Anyway, Dr. Gates writes:
I noticed that TEU exerted a soporific effect on you. In particular, you and a number of people who commented about your Blog seemed to complain that there was not enough "meat" to suit their tastes. May I offer some suggestions? Try the following websites
- http://www.nsf.gov/od/lpa/lecture/stringtheory.htm
- http://www.superstringtheory.com/
- http://insti.physics.sunysb.edu/~siegel/quo.html
and surf around a bit at the last one.
Quick checking reveals that the first has links to a large-ish video file (which I'm not really set up to view). The second is "the official string theory web site," with links to lots of stuff about, well, strings. It's well-designed, but slow to load right at the moment, so I haven't explored it very thoroughly. The money link is really the third, which is a whole lot of fun. The "Easier" and "Harder" links at the bottom of each page are great, and the Are You a Quack? page (several levels "easier" than the link above) is not to be missed.
Anyway, there's plenty of material there explaining string theory at whatever level you need. Never let it be said that blogging doesn't produce results.
Posted at 9:54 PM | link | follow-ups | 2 comments
Half-Integer Blogorama
As noted last week, I spent the weekend in DC at a physics teaching conference. This provided a few interesting ideas, a bit of unintentional irony (really dull lectures about how to make lectures more interactive), and a wonderful excuse to visit people in DC.

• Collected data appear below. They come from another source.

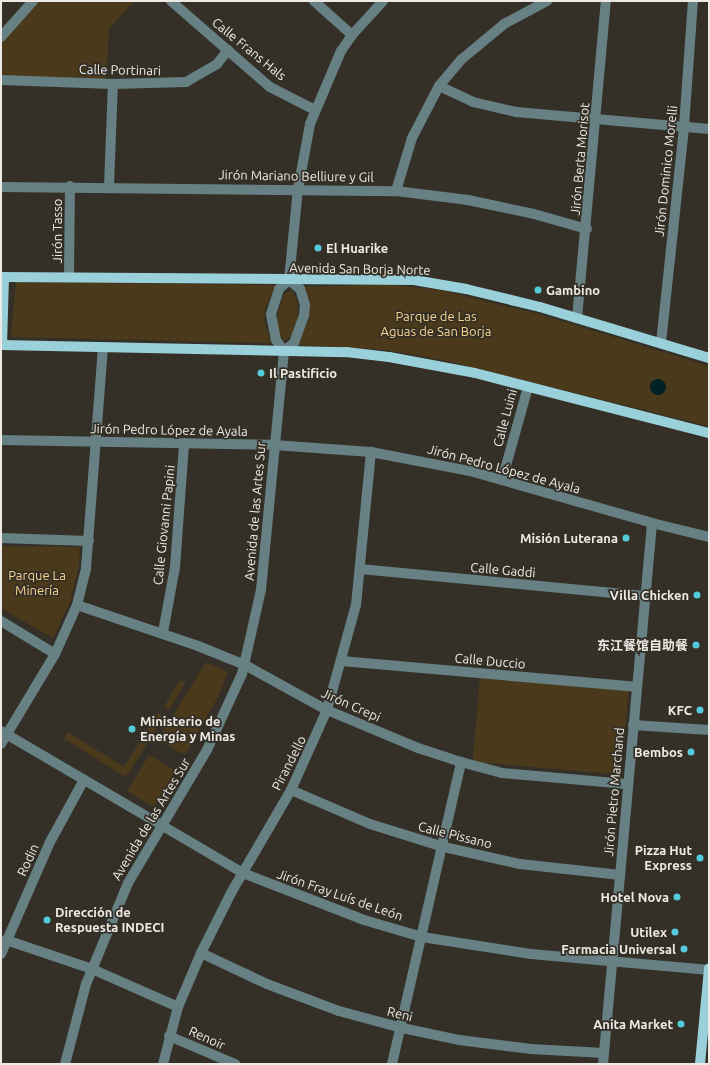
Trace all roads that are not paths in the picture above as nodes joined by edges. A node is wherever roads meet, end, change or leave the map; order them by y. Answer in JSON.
{"nodes":[{"id":1,"x":33,"y":1,"type":"edge"},
{"id":2,"x":171,"y":1,"type":"edge"},
{"id":3,"x":314,"y":1,"type":"edge"},
{"id":4,"x":383,"y":1,"type":"edge"},
{"id":5,"x":547,"y":1,"type":"edge"},
{"id":6,"x":606,"y":1,"type":"edge"},
{"id":7,"x":692,"y":1,"type":"edge"},
{"id":8,"x":352,"y":34,"type":"junction"},
{"id":9,"x":1,"y":37,"type":"edge"},
{"id":10,"x":228,"y":50,"type":"junction"},
{"id":11,"x":1,"y":80,"type":"edge"},
{"id":12,"x":113,"y":84,"type":"junction"},
{"id":13,"x":439,"y":86,"type":"junction"},
{"id":14,"x":315,"y":110,"type":"junction"},
{"id":15,"x":596,"y":119,"type":"junction"},
{"id":16,"x":684,"y":126,"type":"junction"},
{"id":17,"x":709,"y":129,"type":"edge"},
{"id":18,"x":70,"y":186,"type":"junction"},
{"id":19,"x":109,"y":186,"type":"junction"},
{"id":20,"x":1,"y":187,"type":"edge"},
{"id":21,"x":298,"y":189,"type":"junction"},
{"id":22,"x":396,"y":191,"type":"junction"},
{"id":23,"x":587,"y":229,"type":"junction"},
{"id":24,"x":2,"y":277,"type":"edge"},
{"id":25,"x":69,"y":277,"type":"junction"},
{"id":26,"x":289,"y":280,"type":"junction"},
{"id":27,"x":577,"y":318,"type":"junction"},
{"id":28,"x":661,"y":343,"type":"junction"},
{"id":29,"x":2,"y":345,"type":"edge"},
{"id":30,"x":103,"y":349,"type":"junction"},
{"id":31,"x":284,"y":351,"type":"junction"},
{"id":32,"x":709,"y":358,"type":"edge"},
{"id":33,"x":528,"y":387,"type":"junction"},
{"id":34,"x":709,"y":433,"type":"edge"},
{"id":35,"x":1,"y":440,"type":"edge"},
{"id":36,"x":97,"y":442,"type":"junction"},
{"id":37,"x":184,"y":443,"type":"junction"},
{"id":38,"x":274,"y":445,"type":"junction"},
{"id":39,"x":371,"y":452,"type":"junction"},
{"id":40,"x":502,"y":480,"type":"junction"},
{"id":41,"x":652,"y":523,"type":"junction"},
{"id":42,"x":709,"y":536,"type":"edge"},
{"id":43,"x":1,"y":538,"type":"edge"},
{"id":44,"x":89,"y":541,"type":"junction"},
{"id":45,"x":360,"y":569,"type":"junction"},
{"id":46,"x":645,"y":596,"type":"junction"},
{"id":47,"x":76,"y":605,"type":"junction"},
{"id":48,"x":1,"y":621,"type":"edge"},
{"id":49,"x":163,"y":632,"type":"junction"},
{"id":50,"x":56,"y":654,"type":"junction"},
{"id":51,"x":341,"y":660,"type":"junction"},
{"id":52,"x":245,"y":665,"type":"junction"},
{"id":53,"x":636,"y":687,"type":"junction"},
{"id":54,"x":327,"y":710,"type":"junction"},
{"id":55,"x":633,"y":725,"type":"junction"},
{"id":56,"x":709,"y":730,"type":"edge"},
{"id":57,"x":4,"y":732,"type":"edge"},
{"id":58,"x":1,"y":744,"type":"edge"},
{"id":59,"x":461,"y":762,"type":"junction"},
{"id":60,"x":84,"y":780,"type":"junction"},
{"id":61,"x":627,"y":784,"type":"junction"},
{"id":62,"x":291,"y":790,"type":"junction"},
{"id":63,"x":161,"y":825,"type":"junction"},
{"id":64,"x":444,"y":847,"type":"junction"},
{"id":65,"x":243,"y":874,"type":"junction"},
{"id":66,"x":620,"y":875,"type":"junction"},
{"id":67,"x":422,"y":937,"type":"junction"},
{"id":68,"x":6,"y":940,"type":"junction"},
{"id":69,"x":1,"y":952,"type":"edge"},
{"id":70,"x":201,"y":953,"type":"junction"},
{"id":71,"x":612,"y":961,"type":"junction"},
{"id":72,"x":92,"y":969,"type":"junction"},
{"id":73,"x":709,"y":969,"type":"edge"},
{"id":74,"x":178,"y":1007,"type":"junction"},
{"id":75,"x":402,"y":1028,"type":"junction"},
{"id":76,"x":169,"y":1036,"type":"junction"},
{"id":77,"x":604,"y":1053,"type":"junction"},
{"id":78,"x":65,"y":1064,"type":"edge"},
{"id":79,"x":163,"y":1064,"type":"edge"},
{"id":80,"x":234,"y":1064,"type":"edge"},
{"id":81,"x":392,"y":1064,"type":"edge"},
{"id":82,"x":603,"y":1064,"type":"edge"},
{"id":83,"x":700,"y":1064,"type":"edge"}],
"edges":[{"from":1,"to":9,"type":"street"},
{"from":2,"to":10,"type":"street","name":"Calle Frans Hals"},
{"from":3,"to":8,"type":"street"},
{"from":4,"to":8,"type":"street"},
{"from":5,"to":13,"type":"street"},
{"from":6,"to":15,"type":"street","name":"Jirón Berta Morisot"},
{"from":7,"to":16,"type":"street","name":"Jirón Dominico Morelli"},
{"from":8,"to":14,"type":"street"},
{"from":10,"to":12,"type":"street","name":"Calle Portinari"},
{"from":10,"to":14,"type":"street","name":"Calle Frans Hals"},
{"from":11,"to":12,"type":"street","name":"Calle Portinari"},
{"from":12,"to":19,"type":"street"},
{"from":13,"to":15,"type":"street"},
{"from":13,"to":22,"type":"street"},
{"from":14,"to":21,"type":"street"},
{"from":15,"to":16,"type":"street"},
{"from":15,"to":23,"type":"street","name":"Jirón Berta Morisot"},
{"from":16,"to":17,"type":"street"},
{"from":16,"to":28,"type":"street","name":"Jirón Dominico Morelli"},
{"from":18,"to":19,"type":"street","name":"Jirón Mariano Belliure y Gil"},
{"from":18,"to":20,"type":"street","name":"Jirón Mariano Belliure y Gil"},
{"from":18,"to":25,"type":"street","name":"Jirón Tasso"},
{"from":19,"to":21,"type":"street","name":"Jirón Mariano Belliure y Gil"},
{"from":21,"to":22,"type":"street","name":"Jirón Mariano Belliure y Gil"},
{"from":21,"to":26,"type":"street"},
{"from":22,"to":23,"type":"street","name":"Jirón Mariano Belliure y Gil"},
{"from":23,"to":27,"type":"street","name":"Jirón Berta Morisot"},
{"from":24,"to":25,"type":"main road","name":"Avenida San Borja Norte"},
{"from":24,"to":29,"type":"main road"},
{"from":25,"to":26,"type":"main road","name":"Avenida San Borja Norte"},
{"from":26,"to":27,"type":"main road","name":"Avenida San Borja Norte"},
{"from":26,"to":31,"type":"street"},
{"from":26,"to":31,"type":"street"},
{"from":27,"to":28,"type":"main road","name":"Avenida San Borja Norte"},
{"from":28,"to":32,"type":"main road","name":"Avenida San Borja Norte"},
{"from":29,"to":30,"type":"main road"},
{"from":30,"to":31,"type":"main road"},
{"from":30,"to":36,"type":"street"},
{"from":31,"to":33,"type":"main road"},
{"from":31,"to":38,"type":"street","name":"Avenida de las Artes Sur"},
{"from":33,"to":34,"type":"main road"},
{"from":33,"to":40,"type":"street","name":"Calle Luini"},
{"from":35,"to":36,"type":"street","name":"Jirón Pedro López de Ayala"},
{"from":36,"to":37,"type":"street","name":"Jirón Pedro López de Ayala"},
{"from":36,"to":44,"type":"street"},
{"from":37,"to":38,"type":"street","name":"Jirón Pedro López de Ayala"},
{"from":37,"to":49,"type":"street","name":"Calle Giovanni Papini"},
{"from":38,"to":39,"type":"street","name":"Jirón Pedro López de Ayala"},
{"from":38,"to":52,"type":"street","name":"Avenida de las Artes Sur"},
{"from":39,"to":40,"type":"street","name":"Jirón Pedro López de Ayala"},
{"from":39,"to":45,"type":"street","name":"Pirandello"},
{"from":40,"to":41,"type":"street","name":"Jirón Pedro López de Ayala"},
{"from":41,"to":42,"type":"street","name":"Jirón Pedro López de Ayala"},
{"from":41,"to":46,"type":"street","name":"Jirón Pietro Marchand"},
{"from":43,"to":44,"type":"street"},
{"from":44,"to":47,"type":"street"},
{"from":45,"to":46,"type":"street","name":"Calle Gaddi"},
{"from":45,"to":51,"type":"street","name":"Pirandello"},
{"from":46,"to":53,"type":"street","name":"Jirón Pietro Marchand"},
{"from":47,"to":49,"type":"street","name":"Jirón Crepi"},
{"from":47,"to":50,"type":"street"},
{"from":48,"to":50,"type":"street"},
{"from":49,"to":52,"type":"street","name":"Jirón Crepi"},
{"from":50,"to":57,"type":"street"},
{"from":51,"to":53,"type":"street","name":"Calle Duccio"},
{"from":51,"to":54,"type":"street","name":"Pirandello"},
{"from":52,"to":54,"type":"street","name":"Jirón Crepi"},
{"from":52,"to":63,"type":"street","name":"Avenida de las Artes Sur"},
{"from":53,"to":55,"type":"street","name":"Jirón Pietro Marchand"},
{"from":54,"to":59,"type":"street","name":"Jirón Crepi"},
{"from":54,"to":62,"type":"street","name":"Pirandello"},
{"from":55,"to":56,"type":"street"},
{"from":55,"to":61,"type":"street","name":"Jirón Pietro Marchand"},
{"from":57,"to":58,"type":"street"},
{"from":57,"to":60,"type":"street","name":"Jirón Fray Luís de León"},
{"from":59,"to":61,"type":"street","name":"Jirón Crepi"},
{"from":59,"to":64,"type":"street"},
{"from":60,"to":63,"type":"street","name":"Jirón Fray Luís de León"},
{"from":60,"to":68,"type":"street","name":"Rodin"},
{"from":61,"to":66,"type":"street","name":"Jirón Pietro Marchand"},
{"from":62,"to":64,"type":"street","name":"Calle Pissano"},
{"from":62,"to":65,"type":"street","name":"Pirandello"},
{"from":63,"to":65,"type":"street","name":"Jirón Fray Luís de León"},
{"from":63,"to":72,"type":"street","name":"Avenida de las Artes Sur"},
{"from":64,"to":66,"type":"street","name":"Calle Pissano"},
{"from":64,"to":67,"type":"street"},
{"from":65,"to":67,"type":"street","name":"Jirón Fray Luís de León"},
{"from":65,"to":70,"type":"street","name":"Pirandello"},
{"from":66,"to":71,"type":"street","name":"Jirón Pietro Marchand"},
{"from":67,"to":71,"type":"street","name":"Jirón Fray Luís de León"},
{"from":67,"to":75,"type":"street"},
{"from":68,"to":69,"type":"street","name":"Rodin"},
{"from":68,"to":72,"type":"street"},
{"from":70,"to":74,"type":"street","name":"Pirandello"},
{"from":70,"to":75,"type":"street","name":"Reni"},
{"from":71,"to":73,"type":"street","name":"Jirón Fray Luís de León"},
{"from":71,"to":77,"type":"street","name":"Jirón Pietro Marchand"},
{"from":72,"to":74,"type":"street"},
{"from":72,"to":78,"type":"street","name":"Avenida de las Artes Sur"},
{"from":73,"to":83,"type":"main road"},
{"from":74,"to":76,"type":"street","name":"Pirandello"},
{"from":75,"to":77,"type":"street","name":"Reni"},
{"from":75,"to":81,"type":"street"},
{"from":76,"to":79,"type":"street","name":"Pirandello"},
{"from":76,"to":80,"type":"street","name":"Renoir"},
{"from":77,"to":82,"type":"street","name":"Jirón Pietro Marchand"}]}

Being the master of timing that I am, of course, it turns out there was an official blogorama a week and a half ago, but aspiring graphic novelist Jim Henley was good enough to arrange a get-together with a few blogging types at the bar in my hotel in Crystal City. It took a while for everybody to show up, owing to the difficulties of navigating Northern Virginia), but there was a pretty decent crowd eventually. Jim being Jim, they were mostly libertarian types (Jeremy Lott and a couple of other guys from The American Spectator, Brendan-whose-last-name-I-forgot, and Kelly Jane Torrance), but even the liberal Matthew Yglesias was invited to provide a little ideological balance. Glen Engel-Cox has pictures.
Beers (and other things) were drunk, appetizers were eaten, conversations were had. I particularly enjoyed being told by one of the Spectator types that "America is over. We had a good run, but it's over." The implications for the name of their magazine remain unclear...
Eventually, Jim tired of watching Matt and I drink beers, and nagged us out into the street, where Jim, Matt, Brendan, and I headed for the World Fantasy Convention, where Matt and I, um, drank more beers. We also met up with Patrick and Teresa Nielsen Hayden, who had been good enough to invite us to the Tor books party. (By the way, if you have a PayPal account, you should go give Teresa money). Eventually, the beer ran out, and we retired to Patrick and Teresa's room (with Mary Kay Kare) where we continued to talk about Jim's Grand Unified Theory of superhero comics, exchange musician jokes ("Three bass players walk past a bar. Hey, it could happen..."), and hear epic tales of book editing. If you don't think that last sounds entertaining, you don't know Teresa.
It was well past 3AM when I stumbled back to my hotel room, which put an interesting spin on the 7:30 AM conference breakfast. Not to mention the process of traveling back to Albany Sunday afternoon. I went to bed early (after watching the Giants fail to snatch defeat from the jaws of victory), and I was still groggy on Monday. I'm getting old-- a dozen beers and a 4AM bedtime would've been the equivalent of rehab when I was in college...
Anyway, I'm back in Schenectady. Many thanks to Jim, Patrick, and Teresa for a fun weekend. I'll blog something about the actual conference a little later, when I'm more caught up with my day job.